La decisión de la Corte Constitucional sobre la demanda que presentó Centro Democrático contra el acto legislativo para la paz da lugar a varias reflexiones.
Si bien es verdad que no se conoce el texto de la providencia, debido a la mala práctica de la corporación, consistente en anunciar primero y publicar después, lo que se dio a conocer, mediante declaraciones públicas, tendrá consecuencias.
En primer lugar, queda claro, como se ha dicho tantas veces en este generoso espacio, que eso del “blindaje” es un cuento que se inventaron algunos ideólogos del acuerdo Santos-Timochenko para imponerle al país lo que no podrán imponerle jamás.
Aquello que firmaron el Gobierno y las Farc no es un acuerdo especial, aun cuando lo griten en todas las esquinas.
El famoso depósito en Berna no lo es, en términos del derecho internacional, así lo repitan cual anunciantes de aspirinas.
Aquello de la declaración unilateral ante las Naciones Unidas no produce efectos inmediatos, díganlo cuantas veces quieran decirlo.
Eso de que incorporando las 310 páginas a la Constitución nadie las podrá tocar en el futuro es un cuento para niños pequeños.
Y decirle a Colombia que quedará prohibido modificar lo acordado durante los próximos tres períodos presidenciales es un irrespeto al pueblo y un desconocimiento inaceptable de la soberanía popular.
Lo que sucede es que se ha querido imponer a 48 millones de colombianos la voluntad de un Gobierno transitorio y desprestigiado, así como la de una organización que bañó con sangre el territorio nacional durante más de medio siglo.
Para conseguirlo se inventaron, con la ayuda de juristas acróbatas, todo tipo de maromas constitucionales y legales.
No les importó llevarse de calle la Constitución, la ley y el Derecho Internacional.
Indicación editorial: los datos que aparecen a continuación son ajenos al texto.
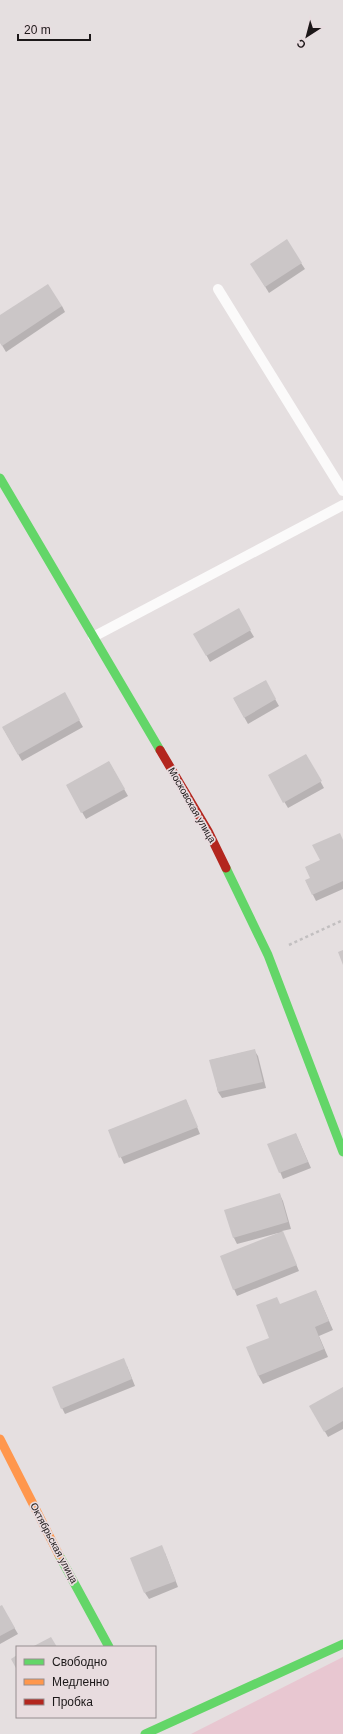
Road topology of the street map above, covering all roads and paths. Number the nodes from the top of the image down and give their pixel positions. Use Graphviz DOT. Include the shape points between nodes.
graph roads {
  1 [pos="218,289"];
  2 [pos="0,478"];
  3 [pos="343,491"];
  4 [pos="343,505"];
  5 [pos="93,637"];
  6 [pos="343,920"];
  7 [pos="268,955"];
  8 [pos="343,1152"];
  9 [pos="0,1439"];
  10 [pos="343,1644"];
  11 [pos="108,1646"];
  12 [pos="145,1734"];
  1 -- 3 [label="lane"];
  2 -- 5 [label="street, Московская улица"];
  4 -- 5 [label="lane"];
  5 -- 7 [label="street, Московская улица" via="208,831"];
  6 -- 7 [label="path"];
  7 -- 8 [label="street, Московская улица"];
  9 -- 11 [label="street, Октябрьская улица"];
  10 -- 12 [label="street"];
}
Creyeron, con inmensa arrogancia, que se saldrían con las suyas y que tenían la capacidad indiscutible de idear un nuevo orden jurídico, político y social a su antojo.
No escucharon las voces de advertencia de la oposición democrática.
Creyeron que unas mayorías espurias en el Congreso serían suficientes para hacerlo todo, y decidieron actuar desconociendo el verdadero sentimiento mayoritario que se expresó a favor del No en octubre de 2016.
No pusieron atención cuando los opositores, actuando con gran responsabilidad histórica, propusieron un gran acuerdo nacional para la paz, sobre la base de que debían cambiarse los puntos que movilizaron a quienes ganaron el plebiscito.
Les pareció, de otro lado, poca cosa que el entendimiento implicara, tal y como se planteó, el apoyo a la implementación y desligar dicho proceso de la batalla política.
Pensaron, además, que eso no importaba y que podrían reemplazar la voluntad popular con los votos en el parlamento de quienes apoyan al presidente Santos.
Como si fuera poco, dieron por sentado que la Corte Constitucional serviría, en todos los casos, de despacho notarial.
Se equivocaron de cabo a rabo.
El rechazo de millones a varios puntos de lo acordado sigue vivo y está creciendo.
Las acrobacias constitucionales e internacionales son fuertes solo en la mente de quienes gozan escuchando el producto de su inútil imaginación.
Y el alto tribunal constitucional, a pesar de muchas decisiones desafortunadas, no puede dejar de defender la separación e independencia de los poderes.
Por eso estamos como estamos.
No queda camino distinto a buscar un nuevo mandato popular en el 2018 para cambiar lo malo, sin que corra riesgo la desaparición de las Farc como fuerza armada ilegal.
Por lo pronto, la lección es clara.
En democracia nadie puede tener la pretensión de imponerle nada a nadie.
Y esta afirmación tiene como destinatarios al Gobierno y a las Farc.